Afternoon Baseball

Common-sense ruminations on baseball and culture.


Four years ago, I was in my second week of classes in college. I was starting my first day of work-study in the communication department at Loyola College. I had class at 9:25, but I showed up a little early to see what work would be like following the class.

I arrived just as the second plane hit. Welcome to Loyola College.

I immediately knew it was bad, but sadly, some part of me wasn't surprised. I had read for years about how a large-scale attack could occur -- and was probably going to occur. There was nothing detailed in the manner of the attack that morning, but the thought had run through my mind.
Baltimore was an odd place to be that day. We were far enough away from D.C. and NYC not to really be at risk, but perhaps too many people had seen or read Tom Clancy's (an alum, by the way) "The Sum of All Fears," in which B-more gets nuked or something. Maybe the movie hadn't even come out. I wander.
Lots of people have relatives who work in NYC. Some worked by or in the WTC -- one girl in a class of mine had her mom working in the WTC until about a month prior to the attack. Loyola was lucky. I believe a recent alum was killed, but I don't think anyone else was. With all the parents who have died for so many other reasons -- not to mention our class president, chaplain and unofficial historian/professor emeritus dying within 7 days of each other -- that was a gratifying relief for our community.

What have we learned in four years? One, that America, for all its regional differences, almost hatreds, responds in crisis. People want to help, if for no other reason than to help -- especially when the victims can so easily be them or at least imagined that way.
We're a people conflicted. Not the red/blue divide, which is most often ridiculous to the point of fanaticism. Rather, we're a people who are unsure of our stance in the world. Are we beloved or hated? World police or meddlesome? After oil and profits or trying to help others? Is X country an ally or foe in Y situation?
Too often, the answer to all those questions, and may more, is both yes and no. We're just more aware of it now, due to the attacks and the subsequent military campaigns, but also to the greater access to information and the much quicker assimilation of immigrants who can tell us firsthand what the world sees when they glance our way.

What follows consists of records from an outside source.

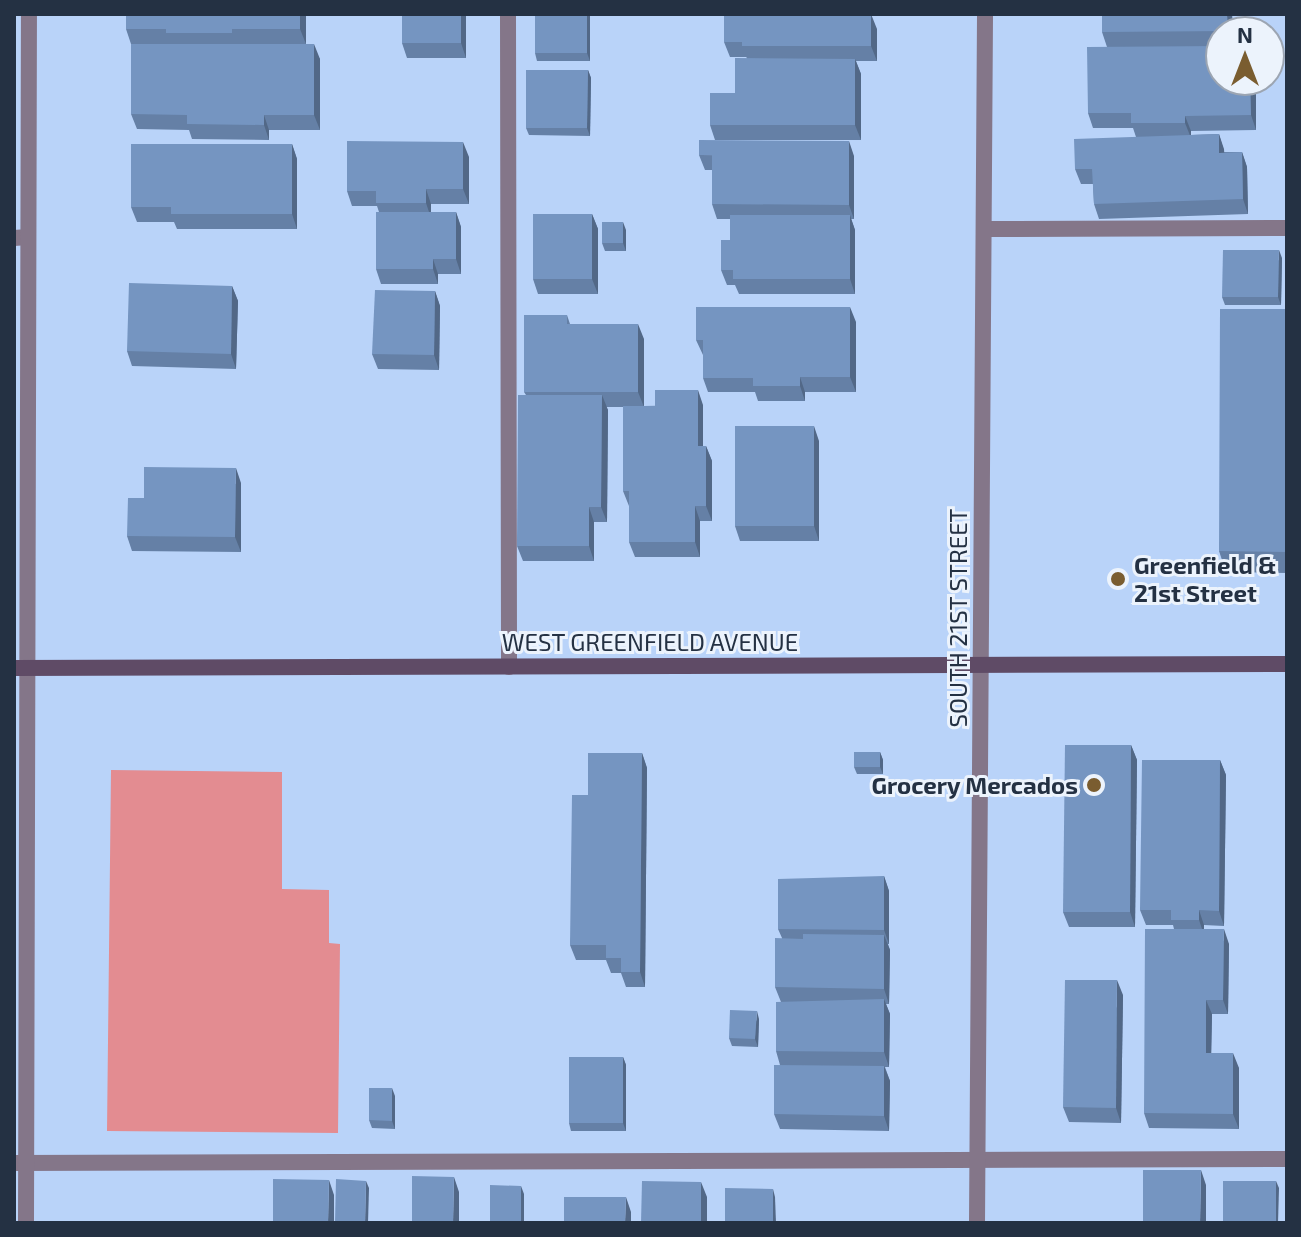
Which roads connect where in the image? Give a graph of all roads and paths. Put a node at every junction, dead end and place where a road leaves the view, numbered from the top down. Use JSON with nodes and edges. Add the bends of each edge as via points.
{"nodes":[{"id":1,"x":29,"y":14,"type":"edge"},
{"id":2,"x":508,"y":14,"type":"edge"},
{"id":3,"x":985,"y":14,"type":"edge"},
{"id":4,"x":1287,"y":228,"type":"edge"},
{"id":5,"x":984,"y":229,"type":"junction"},
{"id":6,"x":21,"y":238,"type":"edge"},
{"id":7,"x":982,"y":664,"type":"junction"},
{"id":8,"x":1287,"y":664,"type":"edge"},
{"id":9,"x":509,"y":667,"type":"junction"},
{"id":10,"x":21,"y":668,"type":"edge"},
{"id":11,"x":1287,"y":1159,"type":"edge"},
{"id":12,"x":977,"y":1160,"type":"junction"},
{"id":13,"x":20,"y":1163,"type":"edge"},
{"id":14,"x":26,"y":1223,"type":"edge"},
{"id":15,"x":977,"y":1223,"type":"edge"}],
"edges":[{"from":1,"to":6,"type":"street"},
{"from":2,"to":9,"type":"street"},
{"from":3,"to":5,"type":"street","name":"SOUTH 21ST STREET"},
{"from":4,"to":5,"type":"street"},
{"from":5,"to":7,"type":"street","name":"SOUTH 21ST STREET"},
{"from":6,"to":10,"type":"street"},
{"from":7,"to":8,"type":"main road","name":"WEST GREENFIELD AVENUE"},
{"from":7,"to":9,"type":"main road","name":"WEST GREENFIELD AVENUE"},
{"from":7,"to":12,"type":"street","name":"SOUTH 21ST STREET"},
{"from":9,"to":10,"type":"main road","name":"WEST GREENFIELD AVENUE"},
{"from":10,"to":13,"type":"street"},
{"from":11,"to":12,"type":"street"},
{"from":12,"to":13,"type":"street"},
{"from":12,"to":15,"type":"street","name":"SOUTH 21ST STREET"},
{"from":13,"to":14,"type":"street"}]}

9/11 woke us up. Not from sleeping on the job, in many ways, though, but from a legitimate sleep while we were waiting for what the next big threat would be post-Cold War. That threat now may be different depending on the person and political ideology, but in the end it may come down to this: What is America, and what are we all about? Not just internally, but externally. And the puzzle greater than that? Can there be a "one" view presented? Can our pluralistic culture present anything cohesive to the world of substance? Can we even do that while looking in the mirror?

All that is the backdrop to the fact that horrifying death, destruction and the shattering of dreams and worlds was the cause and major influence of where we are now. May someday violent shocks not need to be the impetus to societal action.